■ **Task instructions**
Exact transcription with no images: write out all of the entries below.

*** Supplied entries ***

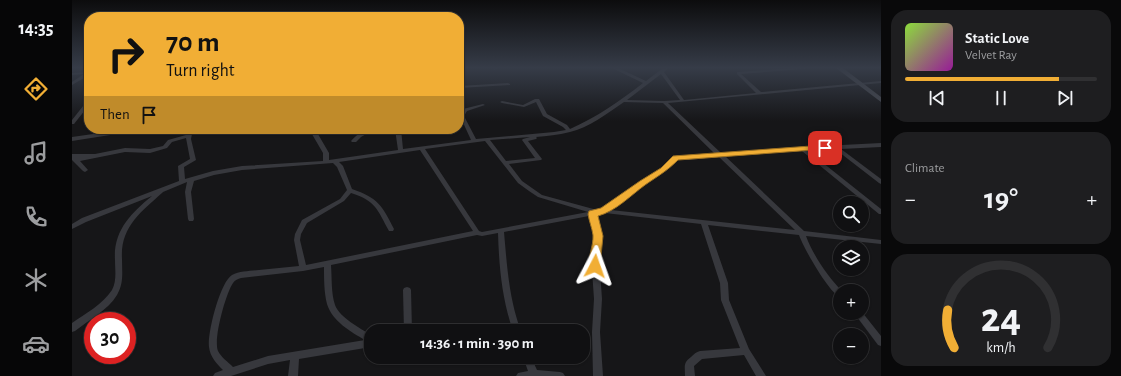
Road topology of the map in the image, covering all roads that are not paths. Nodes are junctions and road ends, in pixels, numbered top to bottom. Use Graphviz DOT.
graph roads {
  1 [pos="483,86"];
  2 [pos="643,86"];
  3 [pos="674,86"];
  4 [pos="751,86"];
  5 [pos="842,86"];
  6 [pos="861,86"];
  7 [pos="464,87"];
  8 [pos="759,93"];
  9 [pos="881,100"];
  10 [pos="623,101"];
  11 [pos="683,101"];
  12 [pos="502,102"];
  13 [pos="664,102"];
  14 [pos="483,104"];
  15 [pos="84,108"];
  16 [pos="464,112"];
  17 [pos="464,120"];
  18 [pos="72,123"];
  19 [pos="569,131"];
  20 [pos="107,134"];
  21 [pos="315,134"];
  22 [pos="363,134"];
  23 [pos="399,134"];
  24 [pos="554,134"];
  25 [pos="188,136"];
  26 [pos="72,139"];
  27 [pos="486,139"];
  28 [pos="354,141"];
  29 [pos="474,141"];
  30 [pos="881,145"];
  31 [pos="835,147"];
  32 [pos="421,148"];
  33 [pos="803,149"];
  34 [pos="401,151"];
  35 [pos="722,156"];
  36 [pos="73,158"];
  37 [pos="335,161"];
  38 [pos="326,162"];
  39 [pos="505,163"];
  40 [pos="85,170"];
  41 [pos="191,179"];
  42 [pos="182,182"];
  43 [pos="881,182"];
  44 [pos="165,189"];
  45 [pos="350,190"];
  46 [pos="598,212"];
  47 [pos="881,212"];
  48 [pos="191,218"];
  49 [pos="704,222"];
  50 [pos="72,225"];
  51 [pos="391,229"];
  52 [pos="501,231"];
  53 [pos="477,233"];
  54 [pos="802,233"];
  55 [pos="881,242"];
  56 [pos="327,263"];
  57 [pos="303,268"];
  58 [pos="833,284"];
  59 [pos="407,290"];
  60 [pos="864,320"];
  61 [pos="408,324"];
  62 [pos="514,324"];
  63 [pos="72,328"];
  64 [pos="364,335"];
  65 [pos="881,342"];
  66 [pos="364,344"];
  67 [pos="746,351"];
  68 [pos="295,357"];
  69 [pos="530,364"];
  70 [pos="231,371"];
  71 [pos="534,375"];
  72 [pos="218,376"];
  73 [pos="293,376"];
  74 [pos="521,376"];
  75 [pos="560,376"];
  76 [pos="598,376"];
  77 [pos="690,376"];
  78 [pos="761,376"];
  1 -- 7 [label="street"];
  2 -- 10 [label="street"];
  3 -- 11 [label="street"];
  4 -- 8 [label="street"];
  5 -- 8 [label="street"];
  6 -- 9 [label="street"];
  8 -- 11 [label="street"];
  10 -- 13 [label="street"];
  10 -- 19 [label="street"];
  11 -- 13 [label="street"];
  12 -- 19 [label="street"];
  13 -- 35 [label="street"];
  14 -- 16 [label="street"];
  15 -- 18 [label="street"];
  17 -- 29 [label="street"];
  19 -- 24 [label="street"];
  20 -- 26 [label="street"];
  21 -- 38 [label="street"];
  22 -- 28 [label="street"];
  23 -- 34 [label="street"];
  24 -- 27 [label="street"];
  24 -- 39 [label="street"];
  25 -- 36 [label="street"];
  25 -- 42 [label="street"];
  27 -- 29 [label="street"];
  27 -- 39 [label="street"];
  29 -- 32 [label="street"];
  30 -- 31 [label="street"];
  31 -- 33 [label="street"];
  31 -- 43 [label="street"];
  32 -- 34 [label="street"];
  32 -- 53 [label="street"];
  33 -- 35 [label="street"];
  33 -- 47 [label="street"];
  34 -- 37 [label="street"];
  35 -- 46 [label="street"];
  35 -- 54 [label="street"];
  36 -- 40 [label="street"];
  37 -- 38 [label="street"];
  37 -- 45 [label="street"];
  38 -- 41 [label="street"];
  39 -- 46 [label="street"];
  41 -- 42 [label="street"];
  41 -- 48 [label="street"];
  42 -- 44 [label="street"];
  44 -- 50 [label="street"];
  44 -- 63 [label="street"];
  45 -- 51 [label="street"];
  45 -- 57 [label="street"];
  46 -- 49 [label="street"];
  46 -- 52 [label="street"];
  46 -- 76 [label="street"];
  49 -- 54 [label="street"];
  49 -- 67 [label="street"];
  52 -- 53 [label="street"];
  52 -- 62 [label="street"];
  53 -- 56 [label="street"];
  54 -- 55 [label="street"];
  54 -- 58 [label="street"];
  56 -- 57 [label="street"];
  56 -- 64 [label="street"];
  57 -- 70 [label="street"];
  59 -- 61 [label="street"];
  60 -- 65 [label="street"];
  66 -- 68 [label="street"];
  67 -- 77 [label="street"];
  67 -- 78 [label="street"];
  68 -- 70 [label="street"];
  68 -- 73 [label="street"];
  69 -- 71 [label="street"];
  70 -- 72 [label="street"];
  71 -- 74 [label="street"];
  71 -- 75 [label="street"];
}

*** End of Supplied entries ***

■ **Reply**
Road topology of the map in the image, covering all roads that are not paths. Nodes are junctions and road ends, in pixels, numbered top to bottom. Use Graphviz DOT.
graph roads {
  1 [pos="483,86"];
  2 [pos="643,86"];
  3 [pos="674,86"];
  4 [pos="751,86"];
  5 [pos="842,86"];
  6 [pos="861,86"];
  7 [pos="464,87"];
  8 [pos="759,93"];
  9 [pos="881,100"];
  10 [pos="623,101"];
  11 [pos="683,101"];
  12 [pos="502,102"];
  13 [pos="664,102"];
  14 [pos="483,104"];
  15 [pos="84,108"];
  16 [pos="464,112"];
  17 [pos="464,120"];
  18 [pos="72,123"];
  19 [pos="569,131"];
  20 [pos="107,134"];
  21 [pos="315,134"];
  22 [pos="363,134"];
  23 [pos="399,134"];
  24 [pos="554,134"];
  25 [pos="188,136"];
  26 [pos="72,139"];
  27 [pos="486,139"];
  28 [pos="354,141"];
  29 [pos="474,141"];
  30 [pos="881,145"];
  31 [pos="835,147"];
  32 [pos="421,148"];
  33 [pos="803,149"];
  34 [pos="401,151"];
  35 [pos="722,156"];
  36 [pos="73,158"];
  37 [pos="335,161"];
  38 [pos="326,162"];
  39 [pos="505,163"];
  40 [pos="85,170"];
  41 [pos="191,179"];
  42 [pos="182,182"];
  43 [pos="881,182"];
  44 [pos="165,189"];
  45 [pos="350,190"];
  46 [pos="598,212"];
  47 [pos="881,212"];
  48 [pos="191,218"];
  49 [pos="704,222"];
  50 [pos="72,225"];
  51 [pos="391,229"];
  52 [pos="501,231"];
  53 [pos="477,233"];
  54 [pos="802,233"];
  55 [pos="881,242"];
  56 [pos="327,263"];
  57 [pos="303,268"];
  58 [pos="833,284"];
  59 [pos="407,290"];
  60 [pos="864,320"];
  61 [pos="408,324"];
  62 [pos="514,324"];
  63 [pos="72,328"];
  64 [pos="364,335"];
  65 [pos="881,342"];
  66 [pos="364,344"];
  67 [pos="746,351"];
  68 [pos="295,357"];
  69 [pos="530,364"];
  70 [pos="231,371"];
  71 [pos="534,375"];
  72 [pos="218,376"];
  73 [pos="293,376"];
  74 [pos="521,376"];
  75 [pos="560,376"];
  76 [pos="598,376"];
  77 [pos="690,376"];
  78 [pos="761,376"];
  1 -- 7 [label="street"];
  2 -- 10 [label="street"];
  3 -- 11 [label="street"];
  4 -- 8 [label="street"];
  5 -- 8 [label="street"];
  6 -- 9 [label="street"];
  8 -- 11 [label="street"];
  10 -- 13 [label="street"];
  10 -- 19 [label="street"];
  11 -- 13 [label="street"];
  12 -- 19 [label="street"];
  13 -- 35 [label="street"];
  14 -- 16 [label="street"];
  15 -- 18 [label="street"];
  17 -- 29 [label="street"];
  19 -- 24 [label="street"];
  20 -- 26 [label="street"];
  21 -- 38 [label="street"];
  22 -- 28 [label="street"];
  23 -- 34 [label="street"];
  24 -- 27 [label="street"];
  24 -- 39 [label="street"];
  25 -- 36 [label="street"];
  25 -- 42 [label="street"];
  27 -- 29 [label="street"];
  27 -- 39 [label="street"];
  29 -- 32 [label="street"];
  30 -- 31 [label="street"];
  31 -- 33 [label="street"];
  31 -- 43 [label="street"];
  32 -- 34 [label="street"];
  32 -- 53 [label="street"];
  33 -- 35 [label="street"];
  33 -- 47 [label="street"];
  34 -- 37 [label="street"];
  35 -- 46 [label="street"];
  35 -- 54 [label="street"];
  36 -- 40 [label="street"];
  37 -- 38 [label="street"];
  37 -- 45 [label="street"];
  38 -- 41 [label="street"];
  39 -- 46 [label="street"];
  41 -- 42 [label="street"];
  41 -- 48 [label="street"];
  42 -- 44 [label="street"];
  44 -- 50 [label="street"];
  44 -- 63 [label="street"];
  45 -- 51 [label="street"];
  45 -- 57 [label="street"];
  46 -- 49 [label="street"];
  46 -- 52 [label="street"];
  46 -- 76 [label="street"];
  49 -- 54 [label="street"];
  49 -- 67 [label="street"];
  52 -- 53 [label="street"];
  52 -- 62 [label="street"];
  53 -- 56 [label="street"];
  54 -- 55 [label="street"];
  54 -- 58 [label="street"];
  56 -- 57 [label="street"];
  56 -- 64 [label="street"];
  57 -- 70 [label="street"];
  59 -- 61 [label="street"];
  60 -- 65 [label="street"];
  66 -- 68 [label="street"];
  67 -- 77 [label="street"];
  67 -- 78 [label="street"];
  68 -- 70 [label="street"];
  68 -- 73 [label="street"];
  69 -- 71 [label="street"];
  70 -- 72 [label="street"];
  71 -- 74 [label="street"];
  71 -- 75 [label="street"];
}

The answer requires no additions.